◆ Task instructions
Find the string "graph" in the data, and copy out each line that has it.

+++ Provided records +++

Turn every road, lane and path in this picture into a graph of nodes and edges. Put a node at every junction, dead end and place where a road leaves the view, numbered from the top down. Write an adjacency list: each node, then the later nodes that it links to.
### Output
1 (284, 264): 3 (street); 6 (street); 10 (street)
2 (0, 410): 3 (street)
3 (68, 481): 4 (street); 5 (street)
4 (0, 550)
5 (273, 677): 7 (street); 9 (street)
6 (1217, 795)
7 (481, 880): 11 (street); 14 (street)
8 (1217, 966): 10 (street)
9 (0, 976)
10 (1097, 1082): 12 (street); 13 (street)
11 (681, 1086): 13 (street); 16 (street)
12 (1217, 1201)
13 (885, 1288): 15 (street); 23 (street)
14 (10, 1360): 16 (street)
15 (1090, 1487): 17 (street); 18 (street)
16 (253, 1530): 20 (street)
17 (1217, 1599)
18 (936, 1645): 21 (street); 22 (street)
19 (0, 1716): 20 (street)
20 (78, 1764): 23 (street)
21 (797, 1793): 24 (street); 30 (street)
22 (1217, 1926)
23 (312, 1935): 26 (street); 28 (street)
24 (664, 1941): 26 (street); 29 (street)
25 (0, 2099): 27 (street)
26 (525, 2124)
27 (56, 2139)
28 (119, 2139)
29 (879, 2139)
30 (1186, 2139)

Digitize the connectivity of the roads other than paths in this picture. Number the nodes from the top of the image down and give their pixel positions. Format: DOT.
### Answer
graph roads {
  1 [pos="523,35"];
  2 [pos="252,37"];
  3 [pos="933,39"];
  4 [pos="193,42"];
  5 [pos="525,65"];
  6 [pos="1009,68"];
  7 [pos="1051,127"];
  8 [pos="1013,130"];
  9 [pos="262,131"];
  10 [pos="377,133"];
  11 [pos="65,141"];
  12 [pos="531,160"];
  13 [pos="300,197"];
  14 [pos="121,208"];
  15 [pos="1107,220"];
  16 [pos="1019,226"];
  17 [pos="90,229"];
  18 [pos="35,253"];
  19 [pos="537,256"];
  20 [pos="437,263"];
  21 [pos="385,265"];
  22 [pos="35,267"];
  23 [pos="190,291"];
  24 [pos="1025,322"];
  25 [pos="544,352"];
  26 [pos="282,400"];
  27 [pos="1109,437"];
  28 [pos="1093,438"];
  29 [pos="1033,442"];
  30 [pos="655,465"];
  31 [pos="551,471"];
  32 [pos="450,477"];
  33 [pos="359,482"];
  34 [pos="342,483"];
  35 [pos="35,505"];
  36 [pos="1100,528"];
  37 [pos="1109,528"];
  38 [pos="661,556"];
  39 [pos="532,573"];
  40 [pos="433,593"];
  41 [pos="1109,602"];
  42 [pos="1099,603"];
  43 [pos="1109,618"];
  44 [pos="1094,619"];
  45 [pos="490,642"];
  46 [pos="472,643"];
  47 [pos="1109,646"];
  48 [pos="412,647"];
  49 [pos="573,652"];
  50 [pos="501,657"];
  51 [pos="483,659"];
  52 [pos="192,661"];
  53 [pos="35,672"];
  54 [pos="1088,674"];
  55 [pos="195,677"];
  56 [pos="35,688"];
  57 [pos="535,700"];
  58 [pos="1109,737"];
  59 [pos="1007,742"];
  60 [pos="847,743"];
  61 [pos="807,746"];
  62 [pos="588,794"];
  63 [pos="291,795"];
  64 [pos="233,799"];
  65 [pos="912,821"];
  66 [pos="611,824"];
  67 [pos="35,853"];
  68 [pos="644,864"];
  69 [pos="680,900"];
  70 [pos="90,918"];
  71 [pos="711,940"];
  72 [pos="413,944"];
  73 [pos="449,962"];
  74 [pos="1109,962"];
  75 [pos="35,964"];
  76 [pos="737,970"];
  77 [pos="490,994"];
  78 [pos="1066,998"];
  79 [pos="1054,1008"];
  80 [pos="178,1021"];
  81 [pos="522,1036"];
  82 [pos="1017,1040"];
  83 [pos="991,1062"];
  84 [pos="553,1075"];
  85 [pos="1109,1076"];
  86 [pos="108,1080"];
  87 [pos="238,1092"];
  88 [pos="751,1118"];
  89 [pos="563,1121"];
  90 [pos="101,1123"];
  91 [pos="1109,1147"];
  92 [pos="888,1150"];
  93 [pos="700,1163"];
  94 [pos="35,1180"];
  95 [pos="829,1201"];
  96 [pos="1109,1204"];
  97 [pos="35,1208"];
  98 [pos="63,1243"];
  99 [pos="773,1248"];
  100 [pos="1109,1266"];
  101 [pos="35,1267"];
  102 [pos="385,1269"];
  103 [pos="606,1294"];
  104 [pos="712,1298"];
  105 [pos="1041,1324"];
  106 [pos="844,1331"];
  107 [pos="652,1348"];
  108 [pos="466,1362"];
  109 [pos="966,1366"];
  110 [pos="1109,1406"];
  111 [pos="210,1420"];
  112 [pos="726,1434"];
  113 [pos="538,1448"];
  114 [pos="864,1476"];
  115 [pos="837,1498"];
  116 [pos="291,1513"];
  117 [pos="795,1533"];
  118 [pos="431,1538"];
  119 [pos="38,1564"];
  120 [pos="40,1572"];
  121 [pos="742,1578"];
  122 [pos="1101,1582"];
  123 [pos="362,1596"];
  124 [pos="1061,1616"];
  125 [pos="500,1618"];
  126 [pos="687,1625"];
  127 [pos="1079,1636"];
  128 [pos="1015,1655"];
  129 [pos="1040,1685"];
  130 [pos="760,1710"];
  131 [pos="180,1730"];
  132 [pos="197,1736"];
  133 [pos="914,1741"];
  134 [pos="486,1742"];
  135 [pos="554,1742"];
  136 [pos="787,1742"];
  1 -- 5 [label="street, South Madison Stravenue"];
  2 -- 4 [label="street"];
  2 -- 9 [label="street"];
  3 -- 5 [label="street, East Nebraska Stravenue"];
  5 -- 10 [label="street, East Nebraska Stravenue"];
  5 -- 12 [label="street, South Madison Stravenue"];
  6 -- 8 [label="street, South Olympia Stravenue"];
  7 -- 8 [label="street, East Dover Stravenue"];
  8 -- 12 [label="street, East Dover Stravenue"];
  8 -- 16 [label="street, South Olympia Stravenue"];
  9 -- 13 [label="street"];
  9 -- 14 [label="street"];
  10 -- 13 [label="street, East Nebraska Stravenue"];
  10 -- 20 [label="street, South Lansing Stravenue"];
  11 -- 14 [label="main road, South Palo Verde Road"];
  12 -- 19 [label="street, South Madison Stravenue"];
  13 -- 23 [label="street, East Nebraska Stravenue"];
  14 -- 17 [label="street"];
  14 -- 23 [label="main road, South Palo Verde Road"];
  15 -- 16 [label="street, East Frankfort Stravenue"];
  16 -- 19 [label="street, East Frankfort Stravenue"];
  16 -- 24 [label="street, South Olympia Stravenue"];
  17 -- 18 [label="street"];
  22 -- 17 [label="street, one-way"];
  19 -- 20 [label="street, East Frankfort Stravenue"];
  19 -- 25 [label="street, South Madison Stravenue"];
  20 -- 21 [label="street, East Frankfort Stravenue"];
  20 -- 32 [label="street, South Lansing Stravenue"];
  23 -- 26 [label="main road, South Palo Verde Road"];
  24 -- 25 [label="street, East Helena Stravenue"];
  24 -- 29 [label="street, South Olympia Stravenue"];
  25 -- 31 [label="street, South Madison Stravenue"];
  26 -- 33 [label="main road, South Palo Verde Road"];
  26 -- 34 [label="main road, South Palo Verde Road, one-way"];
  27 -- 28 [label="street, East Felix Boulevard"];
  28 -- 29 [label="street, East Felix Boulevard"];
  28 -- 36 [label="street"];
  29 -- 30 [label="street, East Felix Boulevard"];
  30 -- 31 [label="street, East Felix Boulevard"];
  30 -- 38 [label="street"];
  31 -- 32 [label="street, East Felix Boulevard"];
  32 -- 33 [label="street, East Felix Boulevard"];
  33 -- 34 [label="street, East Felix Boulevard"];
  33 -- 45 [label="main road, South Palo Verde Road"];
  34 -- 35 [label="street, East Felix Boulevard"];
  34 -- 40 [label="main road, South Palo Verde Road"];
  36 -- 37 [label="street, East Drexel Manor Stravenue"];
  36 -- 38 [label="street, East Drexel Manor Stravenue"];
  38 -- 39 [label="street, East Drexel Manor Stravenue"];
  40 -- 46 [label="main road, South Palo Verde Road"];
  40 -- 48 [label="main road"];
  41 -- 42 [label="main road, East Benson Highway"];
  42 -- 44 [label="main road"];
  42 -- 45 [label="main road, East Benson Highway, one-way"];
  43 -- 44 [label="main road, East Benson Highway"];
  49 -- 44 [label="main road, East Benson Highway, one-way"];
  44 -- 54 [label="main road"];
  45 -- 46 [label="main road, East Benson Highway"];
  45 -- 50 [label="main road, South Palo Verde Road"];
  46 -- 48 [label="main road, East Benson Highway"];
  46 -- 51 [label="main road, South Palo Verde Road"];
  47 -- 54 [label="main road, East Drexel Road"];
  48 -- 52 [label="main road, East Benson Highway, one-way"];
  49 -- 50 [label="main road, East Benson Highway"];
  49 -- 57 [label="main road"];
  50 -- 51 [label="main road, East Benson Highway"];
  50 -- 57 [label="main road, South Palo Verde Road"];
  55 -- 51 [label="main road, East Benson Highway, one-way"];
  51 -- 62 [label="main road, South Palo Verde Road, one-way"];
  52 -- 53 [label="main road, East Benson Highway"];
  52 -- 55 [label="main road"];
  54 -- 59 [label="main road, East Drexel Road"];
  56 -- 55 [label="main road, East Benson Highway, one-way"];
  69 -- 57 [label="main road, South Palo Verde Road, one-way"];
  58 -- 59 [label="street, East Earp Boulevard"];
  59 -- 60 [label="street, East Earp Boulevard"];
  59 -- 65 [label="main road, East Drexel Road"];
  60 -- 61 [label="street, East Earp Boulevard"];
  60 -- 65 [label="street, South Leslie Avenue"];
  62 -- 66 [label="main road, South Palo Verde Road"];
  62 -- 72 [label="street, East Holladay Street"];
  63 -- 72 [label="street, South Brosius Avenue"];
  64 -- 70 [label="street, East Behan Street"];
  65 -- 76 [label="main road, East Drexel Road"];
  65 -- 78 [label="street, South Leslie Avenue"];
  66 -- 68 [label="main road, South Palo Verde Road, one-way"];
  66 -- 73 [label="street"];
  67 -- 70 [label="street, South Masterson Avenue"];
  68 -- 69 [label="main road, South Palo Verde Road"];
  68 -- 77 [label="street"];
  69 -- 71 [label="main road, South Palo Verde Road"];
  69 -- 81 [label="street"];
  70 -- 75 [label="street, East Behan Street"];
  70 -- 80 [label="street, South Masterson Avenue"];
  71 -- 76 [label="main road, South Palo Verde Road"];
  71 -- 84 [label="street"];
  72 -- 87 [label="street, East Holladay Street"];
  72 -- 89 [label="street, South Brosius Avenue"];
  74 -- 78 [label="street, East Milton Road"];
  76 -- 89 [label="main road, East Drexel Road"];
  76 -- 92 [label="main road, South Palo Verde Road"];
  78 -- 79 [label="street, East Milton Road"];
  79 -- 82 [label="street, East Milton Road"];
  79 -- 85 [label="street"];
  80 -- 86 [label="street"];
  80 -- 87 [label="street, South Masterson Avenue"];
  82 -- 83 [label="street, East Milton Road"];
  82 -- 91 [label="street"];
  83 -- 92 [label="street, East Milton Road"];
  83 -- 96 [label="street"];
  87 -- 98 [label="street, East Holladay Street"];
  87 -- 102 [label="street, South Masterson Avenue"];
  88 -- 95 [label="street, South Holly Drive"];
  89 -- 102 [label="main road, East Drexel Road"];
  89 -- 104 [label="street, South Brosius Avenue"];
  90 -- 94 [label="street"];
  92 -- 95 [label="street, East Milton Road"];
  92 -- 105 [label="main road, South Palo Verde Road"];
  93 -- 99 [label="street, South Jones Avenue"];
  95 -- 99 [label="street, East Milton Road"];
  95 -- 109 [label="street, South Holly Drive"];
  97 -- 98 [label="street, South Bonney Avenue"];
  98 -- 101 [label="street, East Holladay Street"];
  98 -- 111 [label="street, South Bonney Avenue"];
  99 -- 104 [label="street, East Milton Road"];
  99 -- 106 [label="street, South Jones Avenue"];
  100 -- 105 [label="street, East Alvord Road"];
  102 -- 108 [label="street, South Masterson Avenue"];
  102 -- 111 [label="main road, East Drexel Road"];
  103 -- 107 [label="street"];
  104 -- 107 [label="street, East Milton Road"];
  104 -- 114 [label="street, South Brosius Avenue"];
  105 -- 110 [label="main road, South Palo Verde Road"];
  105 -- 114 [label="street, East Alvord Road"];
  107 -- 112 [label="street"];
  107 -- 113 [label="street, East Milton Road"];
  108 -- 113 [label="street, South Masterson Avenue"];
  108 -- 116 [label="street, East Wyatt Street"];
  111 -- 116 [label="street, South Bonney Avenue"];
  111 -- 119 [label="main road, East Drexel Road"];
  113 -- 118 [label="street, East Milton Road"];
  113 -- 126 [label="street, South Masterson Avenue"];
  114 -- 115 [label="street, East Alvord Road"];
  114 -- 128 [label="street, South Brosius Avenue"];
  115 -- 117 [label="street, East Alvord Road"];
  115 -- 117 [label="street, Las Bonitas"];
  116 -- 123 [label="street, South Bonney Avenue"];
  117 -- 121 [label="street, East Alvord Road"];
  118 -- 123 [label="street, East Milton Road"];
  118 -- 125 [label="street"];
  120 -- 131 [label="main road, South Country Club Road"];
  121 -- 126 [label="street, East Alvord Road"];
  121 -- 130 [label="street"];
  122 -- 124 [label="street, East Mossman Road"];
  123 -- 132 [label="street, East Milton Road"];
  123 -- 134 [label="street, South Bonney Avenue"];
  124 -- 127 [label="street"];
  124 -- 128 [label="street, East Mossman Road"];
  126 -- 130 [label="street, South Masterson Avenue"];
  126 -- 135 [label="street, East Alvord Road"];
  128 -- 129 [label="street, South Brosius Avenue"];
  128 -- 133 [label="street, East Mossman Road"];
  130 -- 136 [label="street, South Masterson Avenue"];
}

+++

◆ Exercise solution
Turn every road, lane and path in this picture into a graph of nodes and edges. Put a node at every junction, dead end and place where a road leaves the view, numbered from the top down. Write an adjacency list: each node, then the later nodes that it links to.
graph roads {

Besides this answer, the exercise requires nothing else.